Table 1. Document Sentiment Analysis properties
Document Sentiment property	Meaning
te.document-sentiment.enabled	If set to `true` (the default), Sentiment Analysis is enabled for documents and an overall sentiment score is computed for the current document. If set to `false`, Document Sentiment Analysis is disabled.
te.document-sentiment.field	Sets the target field name in the output records in which the sentiment score is written. The field name is user-variable, and `DocumentSentiment` is the default.
te.document-sentiment.use-chains	If set to `true` (the default), document sentiment scoring will use lexical chains in the computation of the sentiment score. The default is `true`.

Table 2. Named Entity processing properties
Named Entity property	Meaning
te.entity.enabled	If set to `true` (the default), Named Entity Extraction is enabled. If set to `false`, Named Entity Extraction is disabled.
te.entity.types	Sets the types of named entities to extract. Supported types are: `Company` `Person` `Place` `Product` `Sports` `Title` `List` (must be used if you have user-defined entities) The default types are `Person`, `Company`, and `Product`. Each configured entity type is written to a target field whose name is made up of the entity type (such as `Person`) prefixed by the te.entity-sentiment.field value.
te.entity.field-prefix	Sets the prefix name that is used to determine the final field names for the named entities. The field name is user-variable, and `Entities` is the default. For example, if you set this value to Entities and you configure `Person` and `Company` entity types to be extracted, then EntitiesPerson and EntitiesCompany will be the two target field names in the output records. If you have user-defined entities, then all the user-defined entities are put in the EntitiesList target field.
te.entity-sentiment.enabled	If set to `true` (the default), Sentiment Analysis is enabled for entities and a sentiment score is computed for the entities. If set to `false`, Entity Sentiment Analysis is disabled.
te.entity-sentiment.cut1.label	Sets the value for this cut1 label. This will be the column name for the negative entities to be extracted. The field name is user-variable, and `EntitiesNegative` is the default. Negative entities are entities with a score less than the negative threshold.
te.entity-sentiment.cut1.value	Sets the `EntitiesNegative` threshold. The value is user-variable (for example, a value of `-0.1` can be used). Entity-sentiment scores that are less than this value are written to the `EntitiesNegative` record field.
te.entity-sentiment.cut2.label	Sets the value for this cut2 label. This will be the column name for the neutral type of entity sentiments to be extracted. Neutral entities are entities with a sentiment score between the negative and positive thresholds. The field name is user-variable, and `EntitiesNeutral` is the default.
te.entity-sentiment.cut2.value	Sets the `EntitiesPositive` threshold. The value is user-variable (for example, a value of `0.1` can be used). Entity-sentiment scores that are greater than this value are written to the `EntitiesPositive` record field.
te.entity-sentiment.cut3.label	Sets the value for this cut3 label. This is the column name for the positive type of entity sentiments to be extracted. Positive entities are entities with a score greater than the positive threshold. The field name is user-variable, and `EntitiesPositive` is the default.

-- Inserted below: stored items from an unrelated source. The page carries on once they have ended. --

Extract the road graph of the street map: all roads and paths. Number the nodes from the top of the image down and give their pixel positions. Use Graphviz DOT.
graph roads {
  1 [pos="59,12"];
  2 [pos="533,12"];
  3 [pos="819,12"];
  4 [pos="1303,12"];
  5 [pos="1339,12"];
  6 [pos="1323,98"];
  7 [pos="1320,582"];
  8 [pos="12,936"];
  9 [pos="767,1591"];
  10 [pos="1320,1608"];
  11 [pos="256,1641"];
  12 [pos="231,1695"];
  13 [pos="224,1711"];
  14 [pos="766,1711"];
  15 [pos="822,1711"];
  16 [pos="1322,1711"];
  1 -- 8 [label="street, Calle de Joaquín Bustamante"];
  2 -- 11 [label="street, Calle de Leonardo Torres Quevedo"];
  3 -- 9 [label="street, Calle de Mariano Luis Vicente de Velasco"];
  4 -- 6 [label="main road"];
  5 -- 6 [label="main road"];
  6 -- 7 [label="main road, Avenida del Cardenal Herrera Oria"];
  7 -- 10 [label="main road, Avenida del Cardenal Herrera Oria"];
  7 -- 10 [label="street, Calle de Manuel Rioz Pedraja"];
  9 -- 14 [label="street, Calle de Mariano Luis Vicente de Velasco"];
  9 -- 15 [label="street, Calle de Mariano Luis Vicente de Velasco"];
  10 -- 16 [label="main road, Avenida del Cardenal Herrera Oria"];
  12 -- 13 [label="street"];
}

Table 3. Theme processing properties
Theme property	Meaning
te.theme.enabled	If set to `true` (the default), Theme Extraction is enabled. If set to `false`, Theme Extraction is disabled.
te.theme-type.enabled	Specifies whether output themes will be standard or normalized. Valid values are: `standard` `normalized` If you specify `normalized` as the value for this property, you must define a normalization.dat file in the directory %LEXALYTICS_HOME%/data/themes. For more information, see Normalizing themes. If the file normalization.dat does not exist, standard themes will be output. If the text enrichment properties file does not include this property, standard themes are output. If the value of the property is specified incorrectly, the graph will fail.
te.theme.field	Sets the target field name in the output records in which kept theme names are written. The field name is user-variable, and `Themes` is the default. Kept themes are those themes whose score is higher than the te.theme.score.threshold setting and have made the te.theme.keep-max cut-off list.
te.theme.score.threshold	Sets a score threshold for keeping themes. That is, only keep themes with a score greater than this threshold. The value is user-variable, and `1.0` is the default.
te.theme.keep-max	Sets a threshold for keeping the best themes. That is, of those themes that are above the te.theme.score.threshold setting, only keep the themes with the best scores. The value is user-variable, and the default is `100`.
te.theme-sentiment.enabled	If set to `true` (the default), Sentiment Analysis is enabled for themes and a sentiment score is computed for the themes. If set to `false`, Theme Sentiment Analysis is disabled.
te.theme-sentiment.cut1.label	Sets the value for this cut1 label. The field name is user-variable, and `ThemesNegative` is the default. Negative themes are themes with a score less than the negative threshold.
te.theme-sentiment.cut1.value	Sets the `ThemesNegative` threshold. The value is user-variable (for example, a value of `-0.1` can be used).
te.theme-sentiment.cut2.label	Sets the value for the cut2 label. The field name is user-variable, and `ThemesNeutral` is the default. Neutral themes are themes with a sentiment score between the negative and positive thresholds.
te.theme-sentiment.cut2.value	Sets the `ThemesPositive` threshold. The value is user-variable (for example, a value of `0.1` can be used). ThemesPositive are themes with a score greater than the positive threshold.
te.theme-sentiment.cut3.label	Sets the value for this cut3 label. The field name is user-variable, and `ThemesPositive` is the default. Positive themes are themes with a score greater than the positive threshold.
te.meta-theme.field	Sets the target field name in the output records in which the meta-themes are written. The field name is user-variable, and `ThemesMeta` is the default. Meta-themes are a list of themes in the document.
te.meta-theme.frequency.threshold	Sets a score threshold for keeping meta-themes. That is, only keep meta-themes with a score greater than this threshold. The value is user-variable, and `1.0` is the default.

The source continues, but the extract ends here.